Absences in the final list for the leading actress category include Olivia Colman and Kristen Stewart, while in the supporting categories Jamie Dornan and Kirsten Dunst also did not secure a shortlist nomination.
Elsewhere, Paul Thomas Anderson’s Licorice Pizza, the latest Bond instalment No Time To Die and Steven Spielberg’s West Side Story all have five nominations.
Licorice Pizza is a coming-of-age story starring Cooper Hoffman, the son of the late acting giant Philip Seymour Hoffman, and Haim, who rose to fame as part of Los Angeles band Haim.
On this year’s nominees list, in the performance categories, 19 out of 24 nominees are first-time Bafta film nominees with all of the talent in the supporting actor category also all first-time nominees, according to Bafta.
This year’s directing category includes an equal split of male and female directors, with Campion, nominated for The Power Of The Dog, featuring alongside Julia Ducournau for Titane and Audrey Diwan for Happening, and Anderson nominated for Licorice Pizza, Aleem Khan for After Love and Japanese director Ryusuke Hamaguchi for Drive My Car.
Belfast and No Time To Die, which marked Daniel Craig’s final outing as 007 are the most nominated British films on the list, Bafta said, while nominees Buckley, Thompson and Negga were all previously nominees for the EE Rising Star Award.
Less than a third of acting nominations have gone to non-white performers – down sharply from a record two-thirds last year, but still above historic levels.
A majority of acting nominations have gone to non-British performers, in keeping with recent years.
Bafta chair Krishnendu Majumdar said: “This year’s nominations showcase a remarkable range of creative work in front of and behind the camera.
“We know that by celebrating outstanding achievement today, we are inspiring future generations for years to come.

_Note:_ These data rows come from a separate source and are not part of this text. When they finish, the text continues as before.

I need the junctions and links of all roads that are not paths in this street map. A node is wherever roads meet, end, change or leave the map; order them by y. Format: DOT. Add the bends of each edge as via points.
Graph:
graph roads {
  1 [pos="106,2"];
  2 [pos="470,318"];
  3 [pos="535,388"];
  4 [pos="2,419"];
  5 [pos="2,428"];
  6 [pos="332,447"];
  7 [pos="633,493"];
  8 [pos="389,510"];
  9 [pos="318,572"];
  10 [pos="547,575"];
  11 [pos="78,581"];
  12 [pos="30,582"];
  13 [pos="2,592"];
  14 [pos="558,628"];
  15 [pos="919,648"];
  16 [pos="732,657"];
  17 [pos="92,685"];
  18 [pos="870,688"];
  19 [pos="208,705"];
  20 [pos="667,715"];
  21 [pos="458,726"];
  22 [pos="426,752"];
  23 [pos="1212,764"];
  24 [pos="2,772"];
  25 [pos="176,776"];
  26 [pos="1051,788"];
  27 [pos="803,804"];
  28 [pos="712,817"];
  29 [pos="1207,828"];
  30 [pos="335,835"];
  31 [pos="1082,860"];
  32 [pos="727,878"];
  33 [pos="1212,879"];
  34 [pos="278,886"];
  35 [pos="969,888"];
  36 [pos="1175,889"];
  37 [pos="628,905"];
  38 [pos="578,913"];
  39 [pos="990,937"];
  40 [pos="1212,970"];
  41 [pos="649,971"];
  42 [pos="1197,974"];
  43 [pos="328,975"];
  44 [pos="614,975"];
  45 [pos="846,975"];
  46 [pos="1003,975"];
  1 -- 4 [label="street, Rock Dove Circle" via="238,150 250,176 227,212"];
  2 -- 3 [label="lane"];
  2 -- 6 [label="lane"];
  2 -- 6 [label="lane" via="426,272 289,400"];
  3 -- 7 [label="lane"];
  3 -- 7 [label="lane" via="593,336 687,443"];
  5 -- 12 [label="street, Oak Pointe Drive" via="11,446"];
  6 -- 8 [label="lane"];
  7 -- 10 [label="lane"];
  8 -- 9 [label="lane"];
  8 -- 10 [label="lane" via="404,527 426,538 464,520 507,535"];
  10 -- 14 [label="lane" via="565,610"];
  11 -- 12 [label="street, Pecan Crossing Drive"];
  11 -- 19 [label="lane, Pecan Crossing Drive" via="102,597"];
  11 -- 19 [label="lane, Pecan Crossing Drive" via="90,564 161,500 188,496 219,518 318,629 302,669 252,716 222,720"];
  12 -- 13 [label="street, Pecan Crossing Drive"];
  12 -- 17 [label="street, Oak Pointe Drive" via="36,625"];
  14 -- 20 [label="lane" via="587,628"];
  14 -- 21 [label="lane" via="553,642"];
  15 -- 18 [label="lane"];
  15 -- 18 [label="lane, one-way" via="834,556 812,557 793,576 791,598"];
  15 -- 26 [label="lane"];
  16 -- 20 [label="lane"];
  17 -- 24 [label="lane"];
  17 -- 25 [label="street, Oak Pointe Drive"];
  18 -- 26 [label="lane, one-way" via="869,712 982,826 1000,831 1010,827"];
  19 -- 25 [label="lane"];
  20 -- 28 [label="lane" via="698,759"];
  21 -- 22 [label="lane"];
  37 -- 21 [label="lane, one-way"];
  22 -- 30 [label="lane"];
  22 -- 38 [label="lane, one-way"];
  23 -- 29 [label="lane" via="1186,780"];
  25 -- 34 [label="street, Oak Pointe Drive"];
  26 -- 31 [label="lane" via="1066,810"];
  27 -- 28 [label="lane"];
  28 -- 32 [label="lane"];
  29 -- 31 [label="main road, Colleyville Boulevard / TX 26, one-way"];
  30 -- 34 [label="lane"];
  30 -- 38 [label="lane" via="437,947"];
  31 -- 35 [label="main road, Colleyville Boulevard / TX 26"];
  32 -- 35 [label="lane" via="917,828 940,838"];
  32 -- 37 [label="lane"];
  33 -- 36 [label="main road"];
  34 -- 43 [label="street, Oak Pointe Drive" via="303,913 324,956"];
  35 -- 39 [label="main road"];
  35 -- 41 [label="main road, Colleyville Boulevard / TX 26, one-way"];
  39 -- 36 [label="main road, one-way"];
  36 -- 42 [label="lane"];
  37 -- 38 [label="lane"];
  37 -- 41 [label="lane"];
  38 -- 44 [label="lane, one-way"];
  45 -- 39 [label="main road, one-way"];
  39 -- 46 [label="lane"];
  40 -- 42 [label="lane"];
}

Two years ago, we launched a wide-ranging review into our voting, membership and campaigning processes and I want to thank the Bafta members and the wider industry for embracing these changes.
“Our goal is to level the playing field for awards entries so that more films and the true diverse range of exceptional creative talent in the UK and internationally is represented and celebrated.”
The Bafta film nominations were announced by AJ Odudu and Tom Allen from Bafta’s London headquarters.
This year the annual film awards celebrates its 75th anniversary and will see Australian actress and comedian Rebel Wilson host the ceremony being held at London’s Royal Albert Hall on March 13.
The 2021 ceremony, hosted by Dermot O’Leary and Edith Bowman, was a largely virtual ceremony broadcast from the Royal Albert Hall, with only the hosts and presenters appearing in person.